A 22-year-old college student in Rhode Island learned the hard way that, while you can get away with a lot of dumb drunken shit in college, what you absolutely cannot do is defy basic physics and do something like run through an eight-inch wide alley. For reasons that escape even her, Courtney Malloy attempted just such a feat and, of course, got stuck.
The Providence fire department was called to the scene after witnesses heard her yelling for help.
"She was completely shaking and panicking and out of shape," witness David Boutros, who owns a nearby bar, told the station. "She was panicking, she looked like she had a few alcohol… She didn't know what to do. She was stuck between two buildings. She was trapped and she was breathing heavy."
Apparently, not only was she stuck in the alley, she was stuck in the alley over two feet off the ground.

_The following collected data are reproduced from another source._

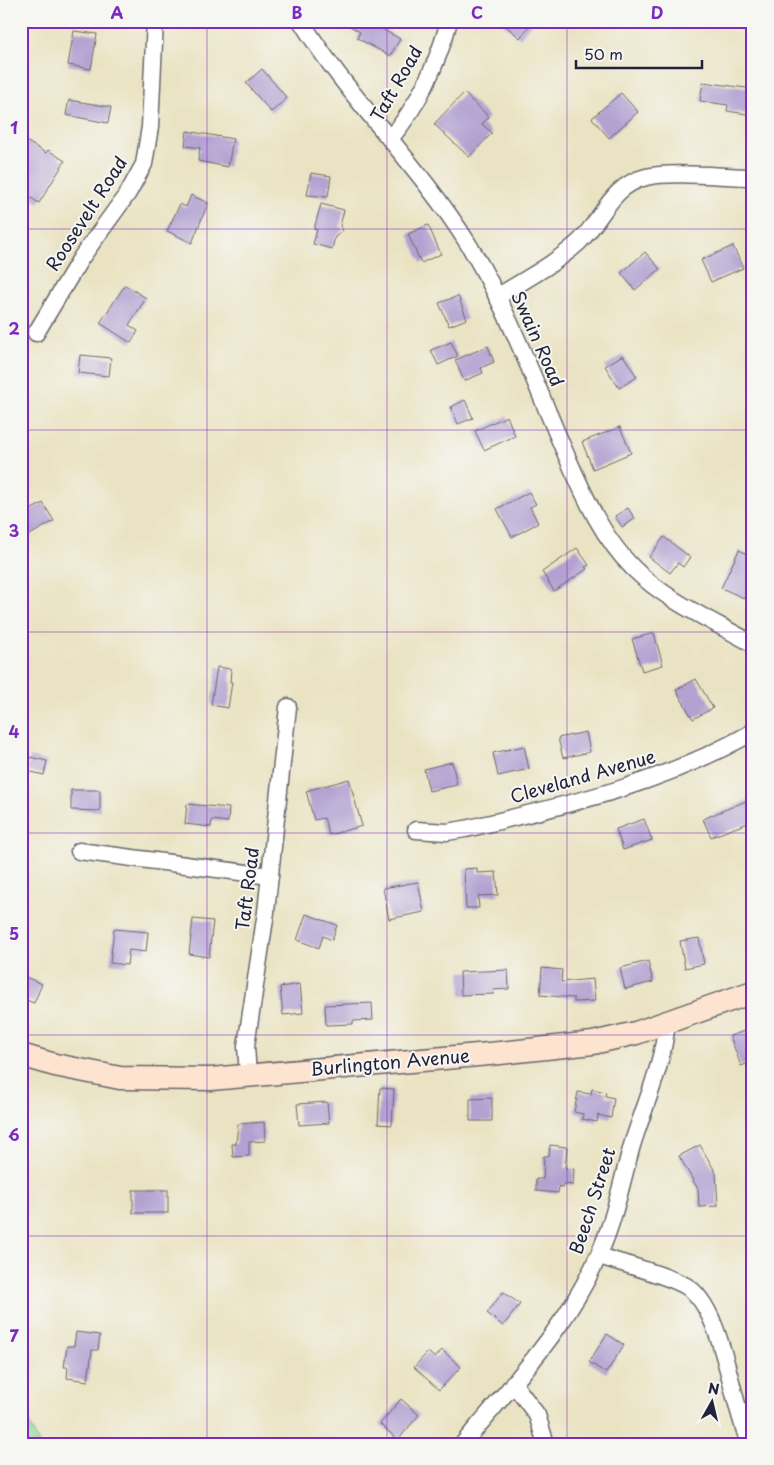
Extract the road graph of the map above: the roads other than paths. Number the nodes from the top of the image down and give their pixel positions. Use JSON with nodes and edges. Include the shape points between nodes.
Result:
{"nodes":[{"id":1,"x":154,"y":21,"type":"edge"},
{"id":2,"x":302,"y":21,"type":"edge"},
{"id":3,"x":449,"y":21,"type":"edge"},
{"id":4,"x":390,"y":139,"type":"junction"},
{"id":5,"x":753,"y":177,"type":"edge"},
{"id":6,"x":497,"y":298,"type":"junction"},
{"id":7,"x":36,"y":332,"type":"dead end"},
{"id":8,"x":753,"y":644,"type":"edge"},
{"id":9,"x":288,"y":707,"type":"dead end"},
{"id":10,"x":753,"y":732,"type":"edge"},
{"id":11,"x":416,"y":830,"type":"dead end"},
{"id":12,"x":79,"y":851,"type":"dead end"},
{"id":13,"x":270,"y":876,"type":"junction"},
{"id":14,"x":753,"y":992,"type":"edge"},
{"id":15,"x":667,"y":1022,"type":"junction"},
{"id":16,"x":21,"y":1055,"type":"edge"},
{"id":17,"x":248,"y":1075,"type":"junction"},
{"id":18,"x":599,"y":1256,"type":"junction"},
{"id":19,"x":513,"y":1383,"type":"junction"},
{"id":20,"x":463,"y":1444,"type":"edge"},
{"id":21,"x":546,"y":1444,"type":"edge"},
{"id":22,"x":750,"y":1444,"type":"edge"}],
"edges":[{"from":1,"to":7,"type":"street","name":"Roosevelt Road","via":[[150,127],[144,164]]},
{"from":2,"to":4,"type":"street","name":"Swain Road","via":[[337,75]]},
{"from":3,"to":4,"type":"street","name":"Taft Road","via":[[430,74]]},
{"from":4,"to":6,"type":"street","name":"Swain Road","via":[[447,212]]},
{"from":5,"to":6,"type":"street","via":[[661,176],[623,186],[579,241],[554,262]]},
{"from":6,"to":8,"type":"street","name":"Swain Road","via":[[581,487],[614,546],[662,592]]},
{"from":9,"to":13,"type":"street","name":"Taft Road"},
{"from":10,"to":11,"type":"street","name":"Cleveland Avenue","via":[[671,773],[608,794],[465,829],[447,832]]},
{"from":12,"to":13,"type":"street"},
{"from":13,"to":17,"type":"street","name":"Taft Road","via":[[246,1046]]},
{"from":14,"to":15,"type":"main road","name":"Burlington Avenue"},
{"from":15,"to":17,"type":"main road","name":"Burlington Avenue","via":[[593,1043]]},
{"from":15,"to":18,"type":"street","name":"Beech Street","via":[[661,1062]]},
{"from":16,"to":17,"type":"main road","name":"Burlington Avenue","via":[[120,1078],[179,1080]]},
{"from":18,"to":19,"type":"street","name":"Beech Street","via":[[560,1327]]},
{"from":18,"to":22,"type":"street","via":[[679,1283],[699,1297],[712,1324]]},
{"from":19,"to":20,"type":"street","name":"Beech Street"},
{"from":19,"to":21,"type":"street","via":[[538,1415]]}]}
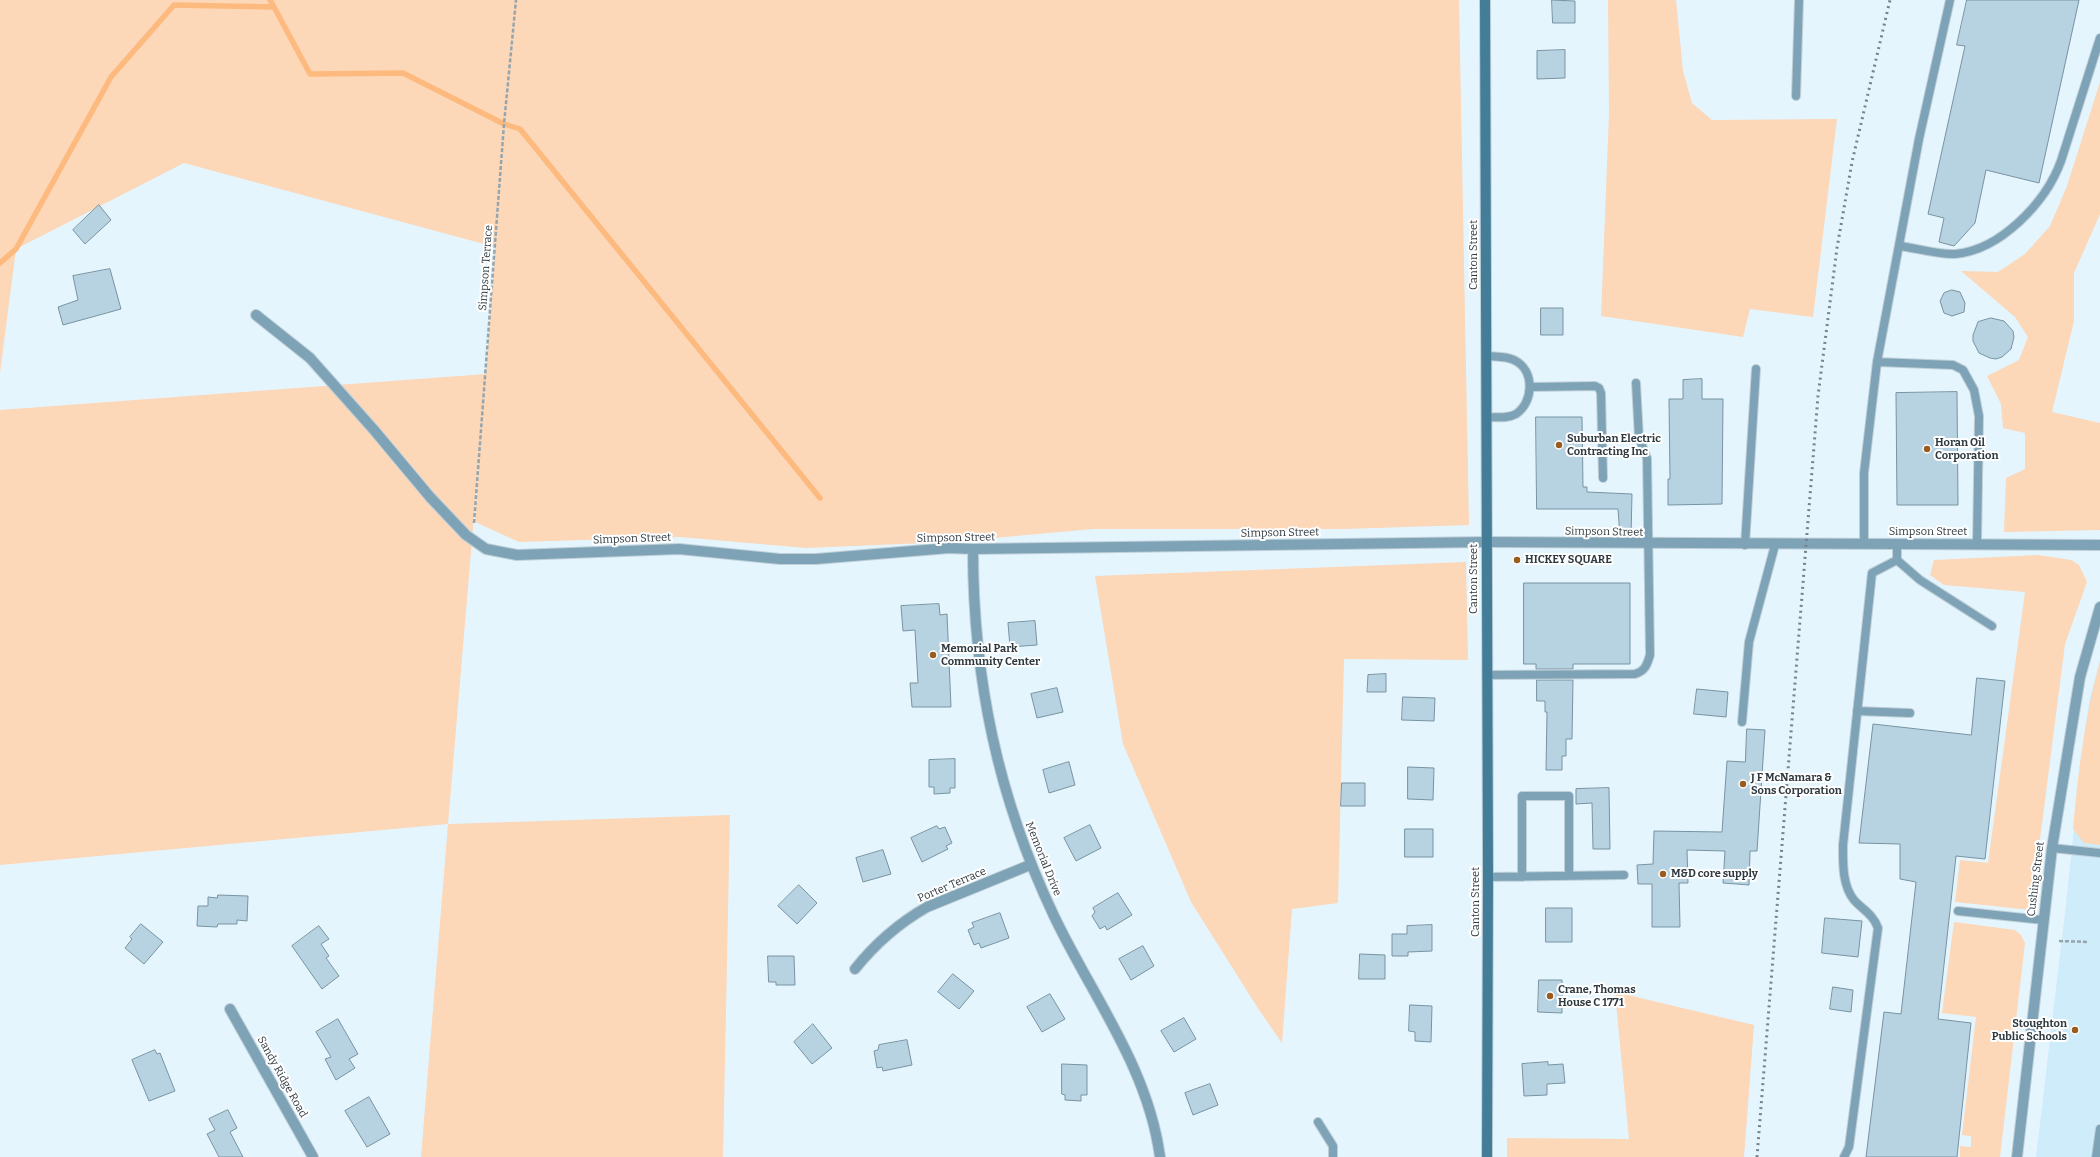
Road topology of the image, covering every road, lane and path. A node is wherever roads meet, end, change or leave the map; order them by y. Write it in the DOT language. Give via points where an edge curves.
graph roads {
  1 [pos="516,0"];
  2 [pos="1485,0"];
  3 [pos="1799,0"];
  4 [pos="1950,0"];
  5 [pos="2100,38"];
  6 [pos="1796,96"];
  7 [pos="1900,246"];
  8 [pos="256,315"];
  9 [pos="1487,356"];
  10 [pos="1877,362"];
  11 [pos="1756,369"];
  12 [pos="1636,383"];
  13 [pos="1531,386"];
  14 [pos="1486,417"];
  15 [pos="1603,478"];
  16 [pos="466,534"];
  17 [pos="1486,542"];
  18 [pos="1649,544"];
  19 [pos="1864,544"];
  20 [pos="1897,544"];
  21 [pos="1977,544"];
  22 [pos="1745,545"];
  23 [pos="1775,545"];
  24 [pos="2100,545"];
  25 [pos="974,550"];
  26 [pos="1896,560"];
  27 [pos="2100,607"];
  28 [pos="1992,626"];
  29 [pos="1487,675"];
  30 [pos="1857,711"];
  31 [pos="1910,713"];
  32 [pos="1742,722"];
  33 [pos="2052,848"];
  34 [pos="2100,853"];
  35 [pos="1030,865"];
  36 [pos="1624,875"];
  37 [pos="1569,876"];
  38 [pos="1488,877"];
  39 [pos="1522,877"];
  40 [pos="1958,911"];
  41 [pos="2043,920"];
  42 [pos="2059,941"];
  43 [pos="2089,942"];
  44 [pos="855,969"];
  45 [pos="230,1009"];
  46 [pos="1318,1122"];
  47 [pos="2100,1129"];
  48 [pos="313,1157"];
  49 [pos="1160,1157"];
  50 [pos="1333,1157"];
  51 [pos="1487,1157"];
  52 [pos="1844,1157"];
  53 [pos="2017,1157"];
  54 [pos="2096,1157"];
  1 -- 16 [label="path, Simpson Terrace" via="504,124 475,522"];
  2 -- 9 [label="main road, Canton Street"];
  3 -- 6 [label="lane"];
  4 -- 7 [label="lane" via="1919,139"];
  5 -- 7 [label="lane" via="2061,161 2043,196 2004,235 1973,250 1954,254"];
  7 -- 10 [label="lane"];
  8 -- 16 [label="street, Simpson Street" via="310,358 430,497"];
  9 -- 13 [label="lane" via="1515,360 1523,367"];
  9 -- 14 [label="main road, Canton Street"];
  10 -- 19 [label="lane" via="1864,473"];
  10 -- 21 [label="lane" via="1953,364 1963,370 1974,390 1979,416"];
  11 -- 22 [label="lane"];
  12 -- 18 [label="lane" via="1639,438 1647,458"];
  13 -- 14 [label="lane" via="1526,402 1516,414 1506,418"];
  13 -- 15 [label="lane" via="1599,388"];
  14 -- 17 [label="main road, Canton Street"];
  16 -- 25 [label="street, Simpson Street" via="486,549 517,555 679,549 816,559 942,548"];
  17 -- 18 [label="street, Simpson Street"];
  17 -- 25 [label="street, Simpson Street"];
  17 -- 29 [label="main road, Canton Street"];
  18 -- 22 [label="street, Simpson Street"];
  18 -- 29 [label="lane" via="1650,655 1642,672"];
  19 -- 20 [label="street, Simpson Street"];
  19 -- 23 [label="street, Simpson Street"];
  20 -- 21 [label="street, Simpson Street"];
  20 -- 26 [label="lane"];
  21 -- 24 [label="street, Simpson Street"];
  22 -- 23 [label="street, Simpson Street"];
  23 -- 32 [label="lane" via="1749,642"];
  25 -- 35 [label="street, Memorial Drive" via="979,661 987,712 1005,788"];
  26 -- 28 [label="lane" via="1920,580"];
  26 -- 30 [label="lane" via="1872,573"];
  27 -- 33 [label="street, Cushing Street" via="2080,677"];
  29 -- 38 [label="main road, Canton Street"];
  30 -- 31 [label="lane"];
  30 -- 52 [label="lane" via="1843,864 1850,894 1875,920 1878,935 1849,1147"];
  33 -- 34 [label="lane"];
  33 -- 41 [label="street, Cushing Street"];
  35 -- 44 [label="street, Porter Terrace" via="915,914 888,934"];
  35 -- 49 [label="street, Memorial Drive" via="1078,963 1127,1050 1154,1122"];
  36 -- 37 [label="lane"];
  37 -- 39 [label="lane"];
  37 -- 39 [label="lane" via="1569,796 1522,796"];
  38 -- 39 [label="lane"];
  38 -- 51 [label="main road, Canton Street"];
  40 -- 41 [label="lane"];
  41 -- 53 [label="street, Cushing Street"];
  42 -- 43 [label="path"];
  45 -- 48 [label="street, Sandy Ridge Road"];
  46 -- 50 [label="lane" via="1333,1146"];
  47 -- 54 [label="lane"];
}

"It appears she was trying to make her way through the alley, and it got too tight for her," acting Battalion Chief Jeffrey Varone told NBC-10 News. "She kept trying to get her way in, and she wedged herself in, about 24 inches off the ground in a horizontal position, and she was unable to move."
Because of the whole "24 inches off the ground" part, firefighters initially thought she'd fallen from one of the rooftops but no, it was just pure drunken determination that got her there.
Rescuers had to remove a fence and bash in part of the alley's concrete walls to free her, a process that took over an hour.
When reached for comment, Malloy said: "But you know what I learned from this? Nothing. I learned nothing. It's just something that happened (and it just so happens that it happened to me). Life is crazy. But I already knew that last Thursday, and so did you."
Despite the embarrassment and probable hangover, Malloy was fine and back at work the next day.